From the material below, return exactly the lines starting at the one that holds "ring dip: (1114, 922)" and ending at the one that holds "middle dip: (975, 856)". Pictures stay out of the answer.
── DATASET EXTRACT
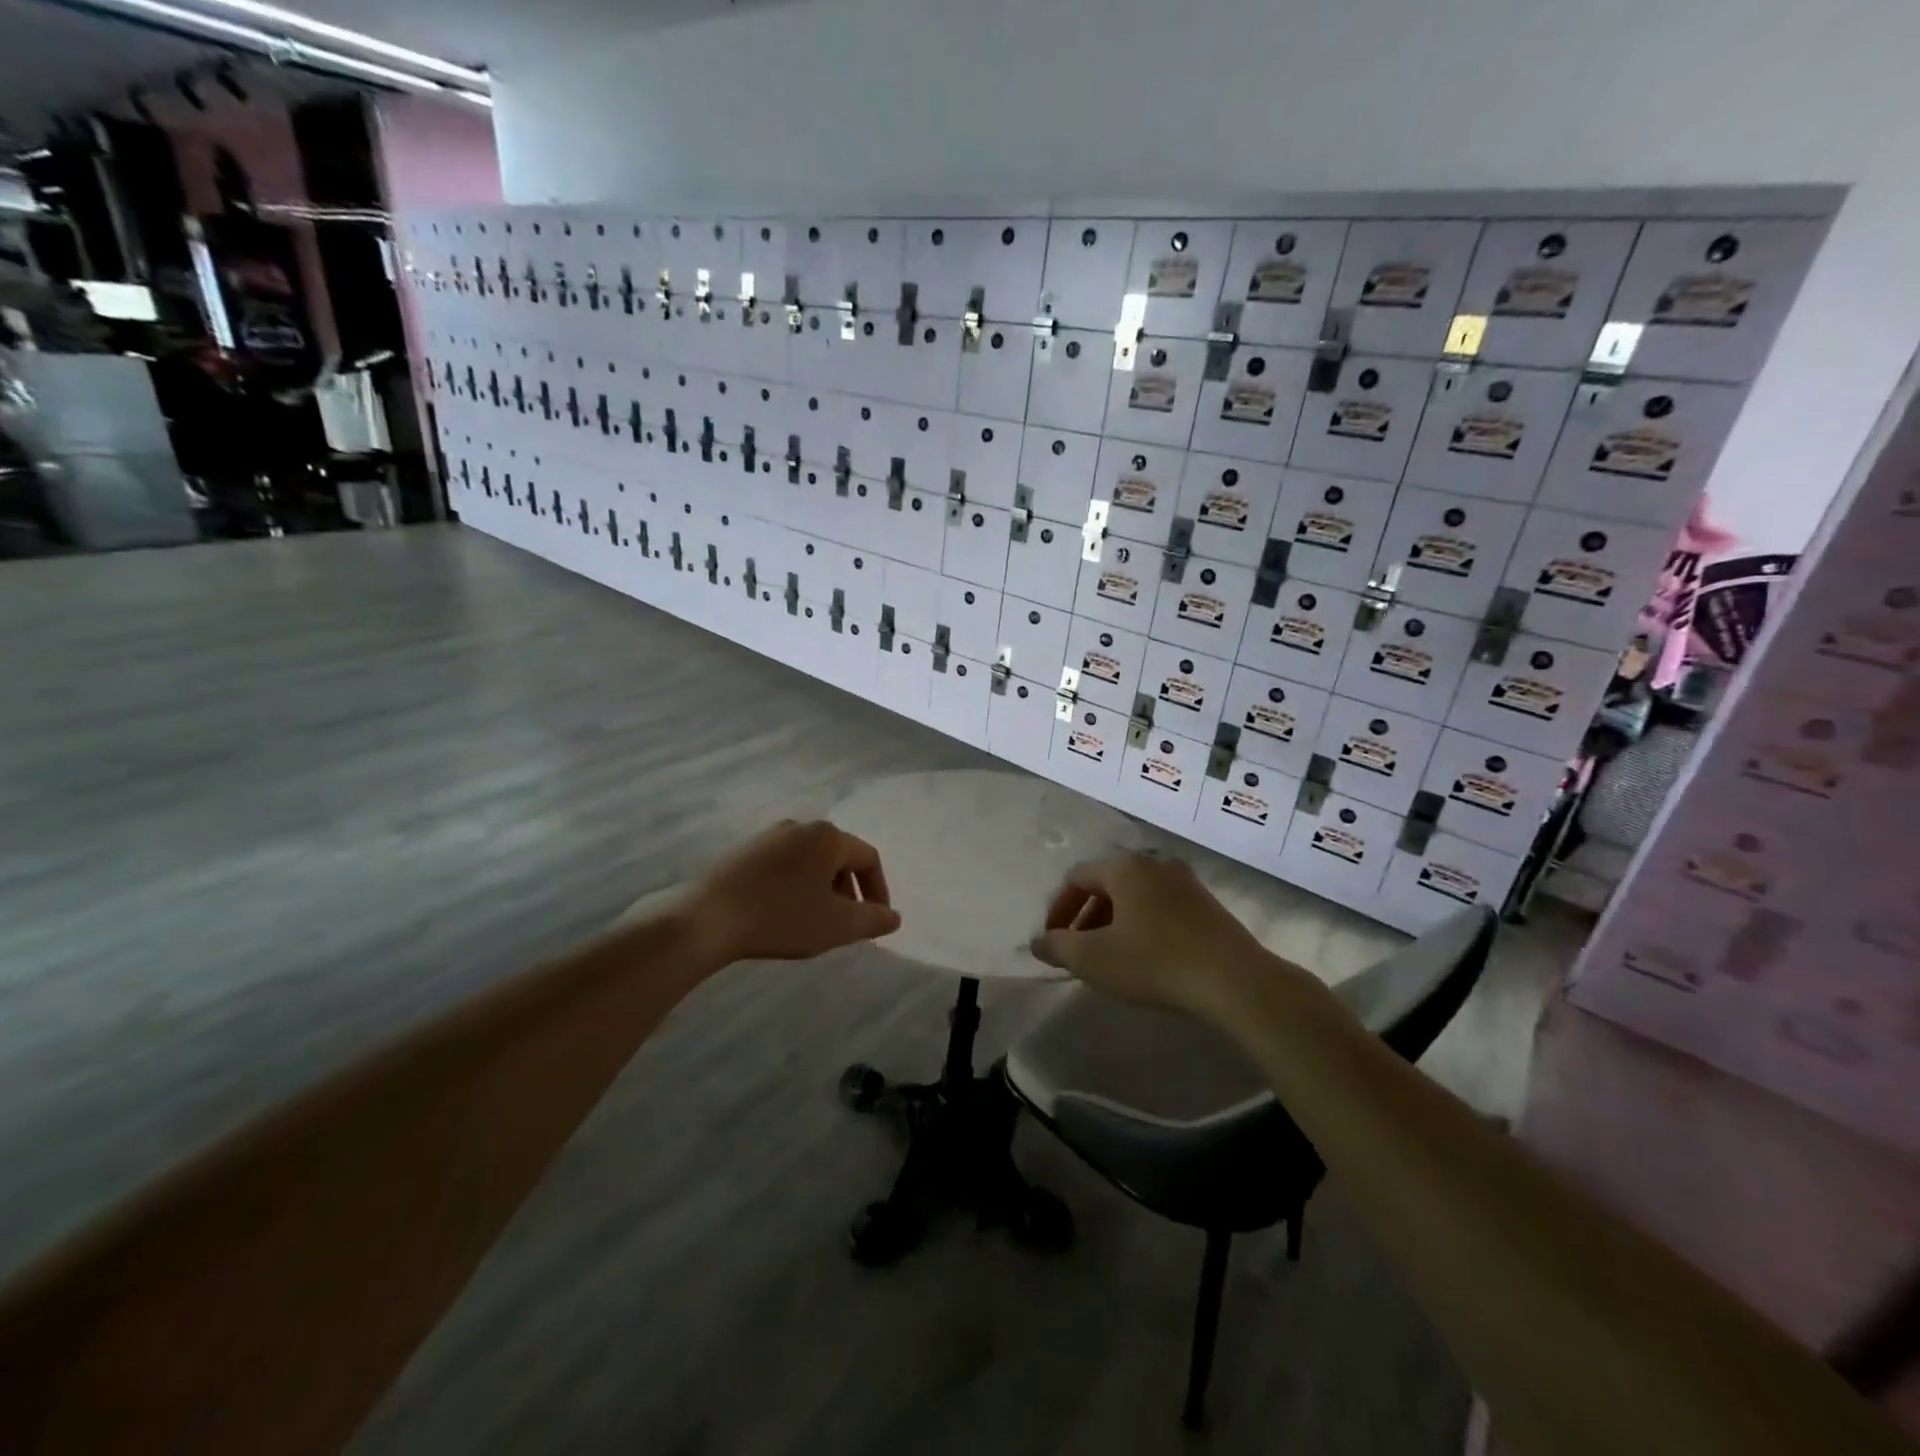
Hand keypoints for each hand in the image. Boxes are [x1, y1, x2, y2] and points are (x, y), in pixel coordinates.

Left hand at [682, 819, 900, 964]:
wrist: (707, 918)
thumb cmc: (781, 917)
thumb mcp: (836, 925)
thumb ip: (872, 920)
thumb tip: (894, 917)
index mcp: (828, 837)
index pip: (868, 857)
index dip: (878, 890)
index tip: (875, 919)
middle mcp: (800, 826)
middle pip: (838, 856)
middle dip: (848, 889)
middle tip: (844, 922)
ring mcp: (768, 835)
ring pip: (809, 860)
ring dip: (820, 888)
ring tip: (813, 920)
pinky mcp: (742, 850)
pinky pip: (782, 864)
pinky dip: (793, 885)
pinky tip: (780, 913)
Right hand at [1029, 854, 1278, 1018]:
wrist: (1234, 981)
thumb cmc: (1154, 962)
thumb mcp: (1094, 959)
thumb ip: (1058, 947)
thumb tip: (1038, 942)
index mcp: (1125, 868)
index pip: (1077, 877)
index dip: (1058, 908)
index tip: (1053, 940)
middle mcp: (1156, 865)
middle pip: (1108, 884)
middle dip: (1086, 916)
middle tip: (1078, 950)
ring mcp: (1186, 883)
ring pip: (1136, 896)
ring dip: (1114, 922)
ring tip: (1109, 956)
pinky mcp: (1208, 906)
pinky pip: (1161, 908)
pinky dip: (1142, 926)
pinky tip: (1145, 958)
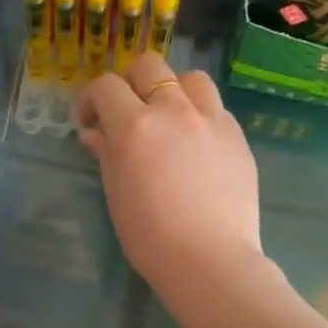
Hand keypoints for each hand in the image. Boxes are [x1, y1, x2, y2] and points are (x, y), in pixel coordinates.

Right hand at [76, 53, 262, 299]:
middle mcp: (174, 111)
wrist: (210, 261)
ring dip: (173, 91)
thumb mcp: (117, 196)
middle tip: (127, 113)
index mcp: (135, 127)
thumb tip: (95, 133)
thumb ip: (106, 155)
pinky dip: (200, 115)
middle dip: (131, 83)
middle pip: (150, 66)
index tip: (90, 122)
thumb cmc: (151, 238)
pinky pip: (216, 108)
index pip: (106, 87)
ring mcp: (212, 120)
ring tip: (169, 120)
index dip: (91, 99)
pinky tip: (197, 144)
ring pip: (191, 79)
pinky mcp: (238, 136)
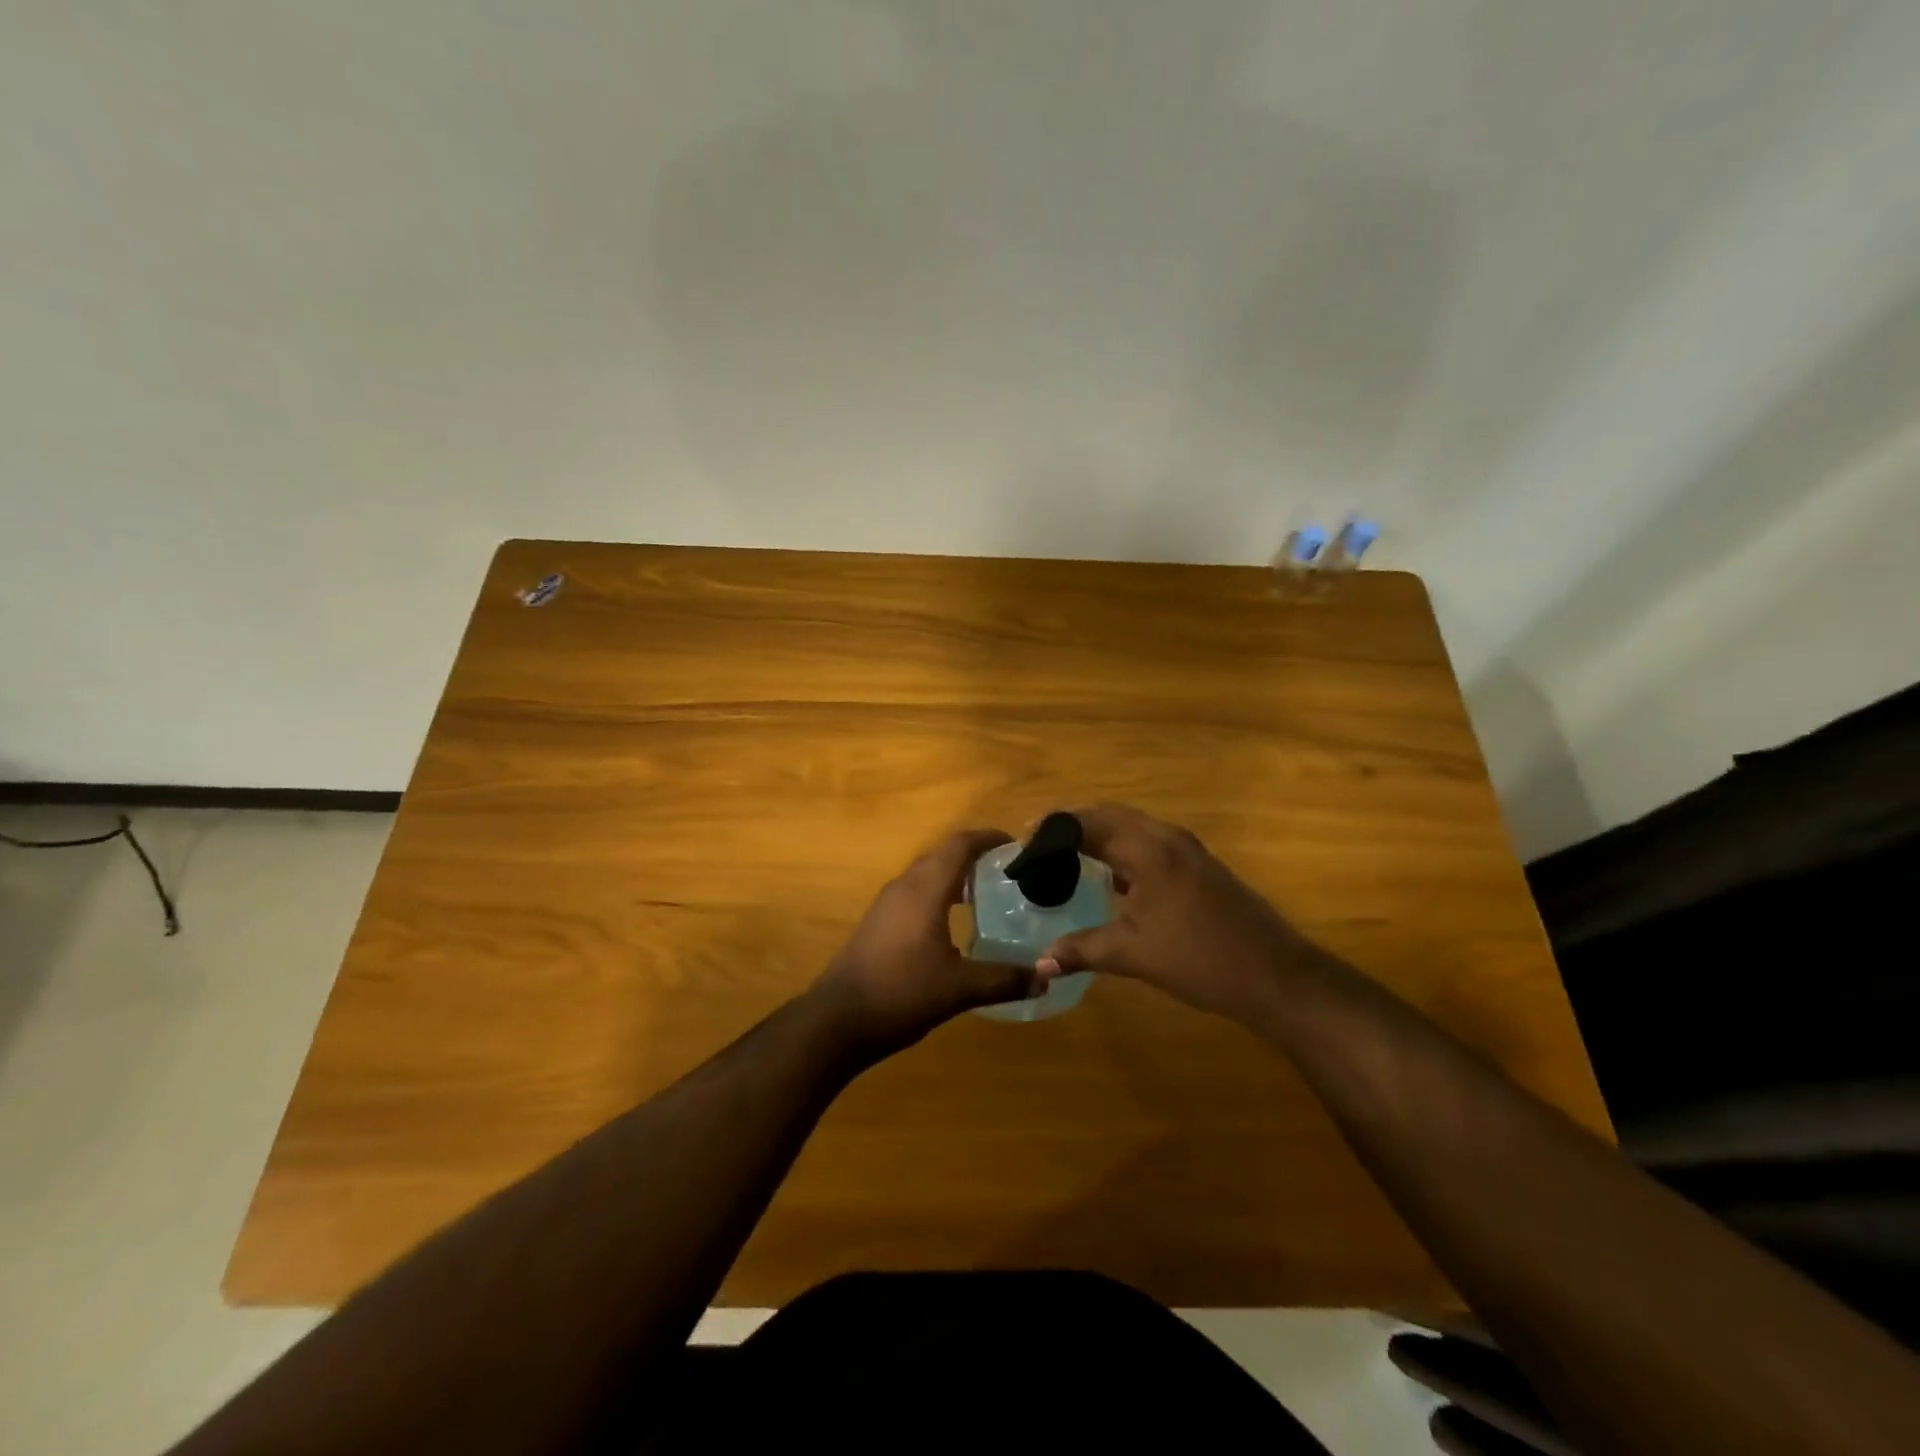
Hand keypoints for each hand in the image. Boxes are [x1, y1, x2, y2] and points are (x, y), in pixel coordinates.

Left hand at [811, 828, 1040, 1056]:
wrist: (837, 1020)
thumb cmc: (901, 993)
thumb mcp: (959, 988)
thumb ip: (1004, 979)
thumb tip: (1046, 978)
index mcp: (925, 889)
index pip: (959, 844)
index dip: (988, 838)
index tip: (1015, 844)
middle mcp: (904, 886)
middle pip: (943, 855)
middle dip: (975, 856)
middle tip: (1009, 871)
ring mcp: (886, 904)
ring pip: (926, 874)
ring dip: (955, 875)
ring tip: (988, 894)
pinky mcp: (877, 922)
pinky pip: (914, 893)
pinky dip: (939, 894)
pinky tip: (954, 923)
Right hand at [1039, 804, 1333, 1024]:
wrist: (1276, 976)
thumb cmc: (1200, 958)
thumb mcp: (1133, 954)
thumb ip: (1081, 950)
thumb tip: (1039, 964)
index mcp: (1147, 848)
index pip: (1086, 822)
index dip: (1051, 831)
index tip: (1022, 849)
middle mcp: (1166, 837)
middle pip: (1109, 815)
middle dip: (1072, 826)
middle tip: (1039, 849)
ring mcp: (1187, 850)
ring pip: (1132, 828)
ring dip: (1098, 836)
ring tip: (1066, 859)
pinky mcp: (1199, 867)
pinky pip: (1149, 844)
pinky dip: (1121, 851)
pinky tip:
────
[PROBLEM SOLUTION]
ring dip: (1114, 922)
ring tip: (1109, 956)
pinky mcp: (1208, 906)
pinky pip: (1161, 908)
pinky dip: (1142, 926)
pinky tip: (1145, 958)
Hand keypoints for each hand in the image. Boxes are [x1, y1, x2, y2] and points are (x, y), in pixel coordinates.

Right hand at [76, 53, 262, 299]:
middle mcp: (174, 111)
wrist: (210, 261)
ring dip: (173, 91)
thumb mcp: (117, 196)
middle tip: (127, 113)
index mcp: (135, 127)
thumb tip: (95, 133)
thumb ip: (106, 155)
pinky dip: (200, 115)
middle dip: (131, 83)
middle pip: (150, 66)
index tip: (90, 122)
thumb cmc: (151, 238)
pinky pip: (216, 108)
index pip: (106, 87)
ring mcp: (212, 120)
ring tip: (169, 120)
index dip: (91, 99)
pinky tip: (197, 144)
ring pip: (191, 79)
pinky mcp: (238, 136)
Hand keypoints for each hand in the image. Boxes are [x1, y1, x2, y2] and points are (x, y), in pixel coordinates.

Left hand at [811, 828, 1040, 1056]:
wrist: (837, 1020)
thumb cmc: (901, 993)
thumb mcp: (959, 988)
thumb ip: (1004, 979)
thumb tip: (1046, 978)
index mcp: (925, 889)
index pip: (959, 844)
index dip: (988, 838)
index tip: (1015, 844)
middle mcp: (904, 886)
middle pip: (943, 855)
middle dip: (975, 856)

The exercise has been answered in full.